We spent a good deal of time worrying about the effects of mask wearing on young children this summer as we prepared to reopen. In NY State at the preschool program I lead, all the adults are required to wear masks at all times. Sometimes we've experimented with clear masks and face shields and at times these alternatives are especially helpful (such as during story time when we really want the children to see our expressions) but mostly, given that we are working at least 8 hours a day, we have just adapted in a matter-of-fact-way to putting on a mask to go to work. We seek the most comfortable mask we can find, give each other masks breaks, and change our masks a couple of times during the day to freshen up.  

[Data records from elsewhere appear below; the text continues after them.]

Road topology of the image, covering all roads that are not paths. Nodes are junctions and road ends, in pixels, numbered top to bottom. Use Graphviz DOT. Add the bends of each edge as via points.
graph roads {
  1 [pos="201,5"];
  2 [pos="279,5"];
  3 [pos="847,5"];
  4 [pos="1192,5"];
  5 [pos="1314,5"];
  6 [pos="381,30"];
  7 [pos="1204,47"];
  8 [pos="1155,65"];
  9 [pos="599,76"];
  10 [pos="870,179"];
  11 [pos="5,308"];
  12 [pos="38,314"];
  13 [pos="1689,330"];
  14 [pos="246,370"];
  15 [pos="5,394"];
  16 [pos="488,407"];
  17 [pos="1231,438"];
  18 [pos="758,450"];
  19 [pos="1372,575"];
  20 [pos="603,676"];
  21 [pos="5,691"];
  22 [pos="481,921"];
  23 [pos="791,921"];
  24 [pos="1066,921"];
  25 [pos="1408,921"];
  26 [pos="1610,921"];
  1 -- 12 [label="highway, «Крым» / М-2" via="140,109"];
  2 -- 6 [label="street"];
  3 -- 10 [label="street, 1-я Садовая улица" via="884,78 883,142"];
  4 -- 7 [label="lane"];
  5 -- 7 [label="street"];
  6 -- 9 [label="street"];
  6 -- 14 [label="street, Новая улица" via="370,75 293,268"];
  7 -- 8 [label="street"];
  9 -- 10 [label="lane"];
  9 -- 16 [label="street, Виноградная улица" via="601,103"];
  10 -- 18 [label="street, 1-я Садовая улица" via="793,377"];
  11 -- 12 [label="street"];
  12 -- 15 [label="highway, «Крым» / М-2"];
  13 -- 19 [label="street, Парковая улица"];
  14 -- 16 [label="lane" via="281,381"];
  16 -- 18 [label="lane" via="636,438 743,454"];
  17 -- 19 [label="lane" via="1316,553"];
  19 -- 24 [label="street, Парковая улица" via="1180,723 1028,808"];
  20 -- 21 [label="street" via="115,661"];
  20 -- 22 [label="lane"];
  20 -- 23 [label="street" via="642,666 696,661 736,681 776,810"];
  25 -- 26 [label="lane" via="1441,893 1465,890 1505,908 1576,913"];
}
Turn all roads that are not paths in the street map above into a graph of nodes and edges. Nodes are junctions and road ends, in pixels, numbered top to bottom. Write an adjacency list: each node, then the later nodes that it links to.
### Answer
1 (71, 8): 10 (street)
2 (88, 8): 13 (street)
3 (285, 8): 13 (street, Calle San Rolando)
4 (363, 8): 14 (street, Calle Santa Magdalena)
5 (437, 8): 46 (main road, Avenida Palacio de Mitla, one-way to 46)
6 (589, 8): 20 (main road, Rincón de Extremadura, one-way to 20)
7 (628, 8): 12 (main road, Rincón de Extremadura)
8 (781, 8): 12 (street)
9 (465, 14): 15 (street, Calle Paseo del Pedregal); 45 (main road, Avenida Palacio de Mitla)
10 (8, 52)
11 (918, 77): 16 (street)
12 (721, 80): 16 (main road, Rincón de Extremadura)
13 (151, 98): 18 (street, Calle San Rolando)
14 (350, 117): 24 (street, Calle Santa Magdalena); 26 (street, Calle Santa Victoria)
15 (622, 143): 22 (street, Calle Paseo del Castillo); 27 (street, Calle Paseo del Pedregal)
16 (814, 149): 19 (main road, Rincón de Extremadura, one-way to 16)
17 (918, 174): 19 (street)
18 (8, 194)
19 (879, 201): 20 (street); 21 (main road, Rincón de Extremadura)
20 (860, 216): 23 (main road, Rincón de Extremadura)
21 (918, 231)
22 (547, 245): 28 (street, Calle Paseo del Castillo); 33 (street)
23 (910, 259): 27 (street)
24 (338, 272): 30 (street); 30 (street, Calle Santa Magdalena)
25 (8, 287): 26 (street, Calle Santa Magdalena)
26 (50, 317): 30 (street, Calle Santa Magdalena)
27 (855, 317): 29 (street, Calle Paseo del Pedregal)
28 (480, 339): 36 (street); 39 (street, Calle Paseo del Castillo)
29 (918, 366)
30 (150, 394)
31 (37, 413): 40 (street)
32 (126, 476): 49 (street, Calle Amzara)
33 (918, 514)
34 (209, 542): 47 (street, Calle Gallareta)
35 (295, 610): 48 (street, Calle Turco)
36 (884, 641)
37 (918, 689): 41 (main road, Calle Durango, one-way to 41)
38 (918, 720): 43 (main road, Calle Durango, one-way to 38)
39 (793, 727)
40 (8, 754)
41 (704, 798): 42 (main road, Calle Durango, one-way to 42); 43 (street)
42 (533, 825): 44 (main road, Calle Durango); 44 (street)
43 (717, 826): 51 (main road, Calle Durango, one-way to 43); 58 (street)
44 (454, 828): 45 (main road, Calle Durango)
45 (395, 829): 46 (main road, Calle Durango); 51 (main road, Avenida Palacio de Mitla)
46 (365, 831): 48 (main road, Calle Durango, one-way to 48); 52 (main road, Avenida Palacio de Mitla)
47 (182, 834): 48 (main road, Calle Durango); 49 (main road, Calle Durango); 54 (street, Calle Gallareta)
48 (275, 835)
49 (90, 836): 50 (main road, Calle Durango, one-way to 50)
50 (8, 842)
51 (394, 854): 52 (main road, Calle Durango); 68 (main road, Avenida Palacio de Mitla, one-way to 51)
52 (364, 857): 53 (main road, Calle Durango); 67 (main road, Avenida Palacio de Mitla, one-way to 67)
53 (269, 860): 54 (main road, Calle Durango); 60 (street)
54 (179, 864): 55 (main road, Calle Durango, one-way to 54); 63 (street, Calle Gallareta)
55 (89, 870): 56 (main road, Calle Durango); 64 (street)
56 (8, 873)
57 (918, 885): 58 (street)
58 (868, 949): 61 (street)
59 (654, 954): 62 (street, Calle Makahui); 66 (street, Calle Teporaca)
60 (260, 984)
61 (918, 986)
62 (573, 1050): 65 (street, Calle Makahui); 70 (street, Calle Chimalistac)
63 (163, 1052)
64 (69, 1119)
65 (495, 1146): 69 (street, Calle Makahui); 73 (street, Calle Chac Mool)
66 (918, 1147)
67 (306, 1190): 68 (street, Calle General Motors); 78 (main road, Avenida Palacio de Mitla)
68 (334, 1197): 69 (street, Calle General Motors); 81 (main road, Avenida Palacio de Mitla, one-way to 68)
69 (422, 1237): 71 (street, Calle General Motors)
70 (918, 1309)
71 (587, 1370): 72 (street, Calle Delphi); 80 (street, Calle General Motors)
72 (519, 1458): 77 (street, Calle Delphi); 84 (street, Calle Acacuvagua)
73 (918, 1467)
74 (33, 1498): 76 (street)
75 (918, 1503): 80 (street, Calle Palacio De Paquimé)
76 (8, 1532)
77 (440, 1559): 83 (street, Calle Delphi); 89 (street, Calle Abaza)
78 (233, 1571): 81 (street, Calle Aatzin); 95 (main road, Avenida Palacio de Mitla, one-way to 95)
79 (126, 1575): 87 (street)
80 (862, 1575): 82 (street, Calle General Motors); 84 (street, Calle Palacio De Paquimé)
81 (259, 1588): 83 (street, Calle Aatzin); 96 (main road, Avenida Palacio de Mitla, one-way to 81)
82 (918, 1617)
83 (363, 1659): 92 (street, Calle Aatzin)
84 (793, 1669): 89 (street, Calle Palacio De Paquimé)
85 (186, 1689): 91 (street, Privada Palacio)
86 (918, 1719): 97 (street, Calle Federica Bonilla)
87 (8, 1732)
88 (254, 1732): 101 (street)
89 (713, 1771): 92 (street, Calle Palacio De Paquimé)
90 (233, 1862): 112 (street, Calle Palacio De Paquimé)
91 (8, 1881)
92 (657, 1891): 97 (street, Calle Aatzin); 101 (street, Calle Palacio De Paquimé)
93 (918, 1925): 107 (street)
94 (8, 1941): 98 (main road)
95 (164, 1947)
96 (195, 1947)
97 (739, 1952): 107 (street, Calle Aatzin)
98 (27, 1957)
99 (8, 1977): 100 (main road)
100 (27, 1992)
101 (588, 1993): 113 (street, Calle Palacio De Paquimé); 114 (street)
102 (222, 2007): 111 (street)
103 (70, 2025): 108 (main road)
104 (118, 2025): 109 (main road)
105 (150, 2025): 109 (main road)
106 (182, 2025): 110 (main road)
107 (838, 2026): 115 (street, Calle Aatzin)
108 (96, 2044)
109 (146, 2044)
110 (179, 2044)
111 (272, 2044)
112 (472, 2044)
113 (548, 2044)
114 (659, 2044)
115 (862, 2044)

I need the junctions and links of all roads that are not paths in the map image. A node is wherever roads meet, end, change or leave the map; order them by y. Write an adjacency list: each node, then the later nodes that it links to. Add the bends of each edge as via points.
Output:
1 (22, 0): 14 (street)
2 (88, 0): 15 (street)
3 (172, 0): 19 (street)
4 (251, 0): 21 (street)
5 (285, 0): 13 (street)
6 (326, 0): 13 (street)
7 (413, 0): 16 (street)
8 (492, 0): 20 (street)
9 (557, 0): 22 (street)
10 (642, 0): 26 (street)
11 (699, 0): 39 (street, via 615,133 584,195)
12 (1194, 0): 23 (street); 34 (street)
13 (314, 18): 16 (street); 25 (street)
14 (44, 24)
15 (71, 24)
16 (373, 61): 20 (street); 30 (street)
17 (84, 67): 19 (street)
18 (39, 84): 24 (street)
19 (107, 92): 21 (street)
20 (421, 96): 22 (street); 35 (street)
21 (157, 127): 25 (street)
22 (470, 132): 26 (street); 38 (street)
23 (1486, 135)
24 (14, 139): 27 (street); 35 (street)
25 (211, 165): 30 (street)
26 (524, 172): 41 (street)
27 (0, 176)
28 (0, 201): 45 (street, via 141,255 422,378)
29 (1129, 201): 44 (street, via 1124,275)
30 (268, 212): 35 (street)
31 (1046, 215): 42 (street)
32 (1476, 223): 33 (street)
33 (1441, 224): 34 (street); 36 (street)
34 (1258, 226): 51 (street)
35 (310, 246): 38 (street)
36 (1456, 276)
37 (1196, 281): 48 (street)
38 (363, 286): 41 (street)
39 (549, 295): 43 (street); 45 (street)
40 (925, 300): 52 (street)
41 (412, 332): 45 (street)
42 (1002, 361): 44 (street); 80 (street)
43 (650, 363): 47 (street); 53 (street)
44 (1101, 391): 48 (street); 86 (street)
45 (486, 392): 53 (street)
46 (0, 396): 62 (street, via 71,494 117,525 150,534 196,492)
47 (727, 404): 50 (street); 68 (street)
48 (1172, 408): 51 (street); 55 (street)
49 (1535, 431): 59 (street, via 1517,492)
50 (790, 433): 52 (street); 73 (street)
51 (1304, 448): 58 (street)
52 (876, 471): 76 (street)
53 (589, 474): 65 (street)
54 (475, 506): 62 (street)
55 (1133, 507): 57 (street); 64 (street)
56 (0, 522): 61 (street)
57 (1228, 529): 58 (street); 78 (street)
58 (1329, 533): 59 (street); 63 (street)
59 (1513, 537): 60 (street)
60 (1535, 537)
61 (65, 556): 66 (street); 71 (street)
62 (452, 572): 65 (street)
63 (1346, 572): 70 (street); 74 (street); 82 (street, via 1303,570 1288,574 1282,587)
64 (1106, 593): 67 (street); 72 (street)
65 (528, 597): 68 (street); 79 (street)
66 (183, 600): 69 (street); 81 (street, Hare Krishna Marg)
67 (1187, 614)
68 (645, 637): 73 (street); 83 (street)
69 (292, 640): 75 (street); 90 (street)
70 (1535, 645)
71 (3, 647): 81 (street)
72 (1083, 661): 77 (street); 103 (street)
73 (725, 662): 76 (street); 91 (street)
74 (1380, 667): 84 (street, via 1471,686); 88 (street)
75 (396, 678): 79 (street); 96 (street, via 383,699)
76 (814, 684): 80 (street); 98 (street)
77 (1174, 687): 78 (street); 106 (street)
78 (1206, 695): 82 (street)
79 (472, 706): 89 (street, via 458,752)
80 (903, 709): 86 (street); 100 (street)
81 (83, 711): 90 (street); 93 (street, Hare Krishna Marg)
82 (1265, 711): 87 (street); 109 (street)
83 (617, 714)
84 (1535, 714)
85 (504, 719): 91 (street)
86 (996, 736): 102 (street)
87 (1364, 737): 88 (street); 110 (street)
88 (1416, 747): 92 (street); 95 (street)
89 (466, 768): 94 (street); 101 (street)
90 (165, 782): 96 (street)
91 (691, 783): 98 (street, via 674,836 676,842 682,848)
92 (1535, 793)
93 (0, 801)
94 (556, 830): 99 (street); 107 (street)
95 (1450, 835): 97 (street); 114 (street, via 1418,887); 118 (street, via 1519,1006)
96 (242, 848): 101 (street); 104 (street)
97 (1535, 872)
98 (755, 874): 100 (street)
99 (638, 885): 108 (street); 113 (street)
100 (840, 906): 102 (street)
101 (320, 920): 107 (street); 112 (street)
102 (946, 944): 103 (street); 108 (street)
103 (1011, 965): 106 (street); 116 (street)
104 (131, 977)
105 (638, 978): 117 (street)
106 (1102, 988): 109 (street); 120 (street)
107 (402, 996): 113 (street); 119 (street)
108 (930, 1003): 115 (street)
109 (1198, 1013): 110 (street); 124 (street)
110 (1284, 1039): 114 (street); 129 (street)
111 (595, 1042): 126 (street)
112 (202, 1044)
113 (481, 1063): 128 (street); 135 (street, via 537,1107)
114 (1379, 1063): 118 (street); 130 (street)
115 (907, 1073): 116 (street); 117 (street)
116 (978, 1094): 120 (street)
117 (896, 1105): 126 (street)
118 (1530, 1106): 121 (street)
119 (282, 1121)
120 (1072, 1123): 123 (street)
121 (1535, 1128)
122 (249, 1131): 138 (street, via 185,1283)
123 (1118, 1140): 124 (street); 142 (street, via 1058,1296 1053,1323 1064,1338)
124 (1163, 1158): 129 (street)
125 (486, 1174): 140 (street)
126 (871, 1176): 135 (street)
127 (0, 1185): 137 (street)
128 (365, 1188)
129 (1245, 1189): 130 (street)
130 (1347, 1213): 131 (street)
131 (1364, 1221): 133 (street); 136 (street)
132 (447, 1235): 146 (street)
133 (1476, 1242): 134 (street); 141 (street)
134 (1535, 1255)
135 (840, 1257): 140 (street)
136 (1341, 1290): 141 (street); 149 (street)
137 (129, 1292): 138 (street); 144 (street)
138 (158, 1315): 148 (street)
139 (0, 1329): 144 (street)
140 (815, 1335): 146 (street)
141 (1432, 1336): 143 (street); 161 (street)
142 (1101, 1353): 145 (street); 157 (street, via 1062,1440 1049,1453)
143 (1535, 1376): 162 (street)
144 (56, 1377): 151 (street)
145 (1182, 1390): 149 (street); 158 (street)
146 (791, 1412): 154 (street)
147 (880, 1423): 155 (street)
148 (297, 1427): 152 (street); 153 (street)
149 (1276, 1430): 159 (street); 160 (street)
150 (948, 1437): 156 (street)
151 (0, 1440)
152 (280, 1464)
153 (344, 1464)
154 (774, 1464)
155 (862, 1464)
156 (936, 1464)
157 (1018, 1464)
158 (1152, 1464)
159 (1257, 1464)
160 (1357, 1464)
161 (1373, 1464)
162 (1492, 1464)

What's amazing is how well the children have adapted. Not only have they adapted, but they are teaching us about their own innate social-emotional intelligence. My friend Shelley who is also teaching preschool with a mask on says that sometimes she plays a game where she pulls down her masks to reveal her funny exaggerated emotion and kids laugh and say "Yep- I knew your face would look happy (or surprised or sad).  She explained that kids seem to tune into her and check in to see emotional state even more than she had previously realized.  Children are always watching our eyes - our gaze holds incredible power to convey care and love and respect.  Children also tune into our tone of voice, our gestures, our body language, our stance. These are all the subtle ways we communicate with children and with one another.  Wearing a mask forces us to strengthen our expressive art of caring.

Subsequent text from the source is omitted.